Work required: Reproduce, character for character, the entries from their opening line through the line with "auto I=[&](const char*".

(Saved data entries)
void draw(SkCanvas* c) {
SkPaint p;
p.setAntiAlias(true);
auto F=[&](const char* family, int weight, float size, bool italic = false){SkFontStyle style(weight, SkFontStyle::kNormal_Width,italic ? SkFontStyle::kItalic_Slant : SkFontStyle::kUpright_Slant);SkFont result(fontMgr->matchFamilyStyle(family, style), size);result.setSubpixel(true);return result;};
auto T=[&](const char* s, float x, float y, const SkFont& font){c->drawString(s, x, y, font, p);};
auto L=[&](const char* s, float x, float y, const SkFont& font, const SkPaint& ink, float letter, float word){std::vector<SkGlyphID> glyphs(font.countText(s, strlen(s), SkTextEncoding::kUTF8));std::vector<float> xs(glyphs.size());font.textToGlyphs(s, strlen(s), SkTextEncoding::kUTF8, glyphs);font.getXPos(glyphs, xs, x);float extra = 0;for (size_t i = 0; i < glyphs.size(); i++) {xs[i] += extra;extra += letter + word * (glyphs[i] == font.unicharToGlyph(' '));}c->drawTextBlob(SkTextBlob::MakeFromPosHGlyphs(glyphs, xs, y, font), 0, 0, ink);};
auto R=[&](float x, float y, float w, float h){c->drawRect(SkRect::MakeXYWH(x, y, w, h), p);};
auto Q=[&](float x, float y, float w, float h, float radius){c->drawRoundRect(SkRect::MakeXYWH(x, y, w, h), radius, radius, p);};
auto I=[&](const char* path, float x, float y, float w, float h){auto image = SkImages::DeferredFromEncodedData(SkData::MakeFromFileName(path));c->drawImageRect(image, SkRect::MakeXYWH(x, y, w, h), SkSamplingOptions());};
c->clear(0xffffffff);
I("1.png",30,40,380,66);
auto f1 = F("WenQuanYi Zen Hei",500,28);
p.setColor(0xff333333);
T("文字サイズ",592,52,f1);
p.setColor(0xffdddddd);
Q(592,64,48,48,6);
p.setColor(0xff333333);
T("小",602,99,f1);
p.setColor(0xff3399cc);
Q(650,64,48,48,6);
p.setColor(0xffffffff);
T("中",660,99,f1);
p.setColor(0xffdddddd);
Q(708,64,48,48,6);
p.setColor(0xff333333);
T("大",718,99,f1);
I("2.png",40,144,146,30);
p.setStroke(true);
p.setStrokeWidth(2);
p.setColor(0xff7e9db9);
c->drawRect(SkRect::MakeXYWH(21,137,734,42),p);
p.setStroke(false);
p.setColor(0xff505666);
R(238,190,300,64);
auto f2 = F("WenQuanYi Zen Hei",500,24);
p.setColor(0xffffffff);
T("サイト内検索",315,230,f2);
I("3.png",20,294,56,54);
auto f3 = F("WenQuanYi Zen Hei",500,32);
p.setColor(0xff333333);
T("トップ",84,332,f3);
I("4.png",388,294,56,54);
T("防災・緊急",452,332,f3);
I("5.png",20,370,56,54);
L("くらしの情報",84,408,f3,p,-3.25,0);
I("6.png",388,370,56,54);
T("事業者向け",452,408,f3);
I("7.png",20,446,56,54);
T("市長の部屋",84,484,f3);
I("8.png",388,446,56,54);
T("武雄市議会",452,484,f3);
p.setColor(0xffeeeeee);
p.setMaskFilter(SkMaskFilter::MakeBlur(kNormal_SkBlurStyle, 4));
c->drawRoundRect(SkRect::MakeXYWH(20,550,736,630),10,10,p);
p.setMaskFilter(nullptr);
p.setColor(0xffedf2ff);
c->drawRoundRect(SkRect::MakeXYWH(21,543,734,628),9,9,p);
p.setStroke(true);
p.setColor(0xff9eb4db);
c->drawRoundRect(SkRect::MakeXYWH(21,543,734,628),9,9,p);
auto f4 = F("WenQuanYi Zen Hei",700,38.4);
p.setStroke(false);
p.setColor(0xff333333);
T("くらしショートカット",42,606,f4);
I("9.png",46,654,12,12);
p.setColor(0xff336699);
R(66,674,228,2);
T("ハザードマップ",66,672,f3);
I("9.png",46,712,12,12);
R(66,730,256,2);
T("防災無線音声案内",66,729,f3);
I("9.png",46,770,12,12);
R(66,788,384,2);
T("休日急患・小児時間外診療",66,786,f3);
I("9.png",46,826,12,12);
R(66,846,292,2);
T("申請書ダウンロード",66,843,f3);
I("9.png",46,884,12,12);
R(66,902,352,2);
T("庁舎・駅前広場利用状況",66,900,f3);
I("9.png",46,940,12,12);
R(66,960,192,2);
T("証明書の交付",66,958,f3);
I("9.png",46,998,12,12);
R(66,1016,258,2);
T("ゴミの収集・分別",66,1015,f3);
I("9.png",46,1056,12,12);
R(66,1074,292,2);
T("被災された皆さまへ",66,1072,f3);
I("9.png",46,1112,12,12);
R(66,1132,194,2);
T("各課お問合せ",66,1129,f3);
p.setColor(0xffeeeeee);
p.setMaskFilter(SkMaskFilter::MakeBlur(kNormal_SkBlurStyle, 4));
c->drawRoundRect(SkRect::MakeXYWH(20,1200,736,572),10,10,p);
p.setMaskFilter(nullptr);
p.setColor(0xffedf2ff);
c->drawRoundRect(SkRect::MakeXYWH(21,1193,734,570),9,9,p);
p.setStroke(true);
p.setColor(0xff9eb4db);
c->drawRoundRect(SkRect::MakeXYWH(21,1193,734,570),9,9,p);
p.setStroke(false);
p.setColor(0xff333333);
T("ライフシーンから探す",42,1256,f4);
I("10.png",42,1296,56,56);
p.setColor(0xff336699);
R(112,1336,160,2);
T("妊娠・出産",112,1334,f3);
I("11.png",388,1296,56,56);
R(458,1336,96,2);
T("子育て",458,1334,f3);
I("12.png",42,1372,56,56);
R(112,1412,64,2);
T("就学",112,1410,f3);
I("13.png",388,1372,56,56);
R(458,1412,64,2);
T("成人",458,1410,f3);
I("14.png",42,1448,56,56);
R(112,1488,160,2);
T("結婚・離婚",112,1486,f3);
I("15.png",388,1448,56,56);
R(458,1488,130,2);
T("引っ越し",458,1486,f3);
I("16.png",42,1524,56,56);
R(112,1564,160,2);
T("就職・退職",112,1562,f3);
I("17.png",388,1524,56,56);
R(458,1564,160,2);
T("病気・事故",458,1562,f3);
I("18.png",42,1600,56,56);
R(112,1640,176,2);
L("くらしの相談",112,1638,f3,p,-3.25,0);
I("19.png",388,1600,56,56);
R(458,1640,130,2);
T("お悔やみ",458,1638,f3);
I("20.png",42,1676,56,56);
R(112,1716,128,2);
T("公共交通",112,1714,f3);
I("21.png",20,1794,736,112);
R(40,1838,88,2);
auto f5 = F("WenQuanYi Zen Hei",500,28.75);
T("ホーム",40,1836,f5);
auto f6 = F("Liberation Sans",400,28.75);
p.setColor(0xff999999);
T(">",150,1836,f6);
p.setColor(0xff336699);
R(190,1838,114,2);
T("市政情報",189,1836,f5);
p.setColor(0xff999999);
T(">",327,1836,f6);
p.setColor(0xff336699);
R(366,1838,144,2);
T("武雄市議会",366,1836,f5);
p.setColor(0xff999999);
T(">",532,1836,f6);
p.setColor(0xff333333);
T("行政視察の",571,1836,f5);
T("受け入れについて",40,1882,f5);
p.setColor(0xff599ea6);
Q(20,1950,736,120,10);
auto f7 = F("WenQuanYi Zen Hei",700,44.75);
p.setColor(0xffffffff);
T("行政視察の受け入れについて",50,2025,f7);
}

Solution:
void draw(SkCanvas* c) {
SkPaint p;
p.setAntiAlias(true);
auto F=[&](const char* family, int weight, float size, bool italic = false){SkFontStyle style(weight, SkFontStyle::kNormal_Width,italic ? SkFontStyle::kItalic_Slant : SkFontStyle::kUpright_Slant);SkFont result(fontMgr->matchFamilyStyle(family, style), size);result.setSubpixel(true);return result;};
auto T=[&](const char* s, float x, float y, const SkFont& font){c->drawString(s, x, y, font, p);};
auto L=[&](const char* s, float x, float y, const SkFont& font, const SkPaint& ink, float letter, float word){std::vector<SkGlyphID> glyphs(font.countText(s, strlen(s), SkTextEncoding::kUTF8));std::vector<float> xs(glyphs.size());font.textToGlyphs(s, strlen(s), SkTextEncoding::kUTF8, glyphs);font.getXPos(glyphs, xs, x);float extra = 0;for (size_t i = 0; i < glyphs.size(); i++) {xs[i] += extra;extra += letter + word * (glyphs[i] == font.unicharToGlyph(' '));}c->drawTextBlob(SkTextBlob::MakeFromPosHGlyphs(glyphs, xs, y, font), 0, 0, ink);};
auto R=[&](float x, float y, float w, float h){c->drawRect(SkRect::MakeXYWH(x, y, w, h), p);};
auto Q=[&](float x, float y, float w, float h, float radius){c->drawRoundRect(SkRect::MakeXYWH(x, y, w, h), radius, radius, p);};
auto I=[&](const char* path, float x, float y, float w, float h){auto image = SkImages::DeferredFromEncodedData(SkData::MakeFromFileName(path));c->drawImageRect(image, SkRect::MakeXYWH(x, y, w, h), SkSamplingOptions());};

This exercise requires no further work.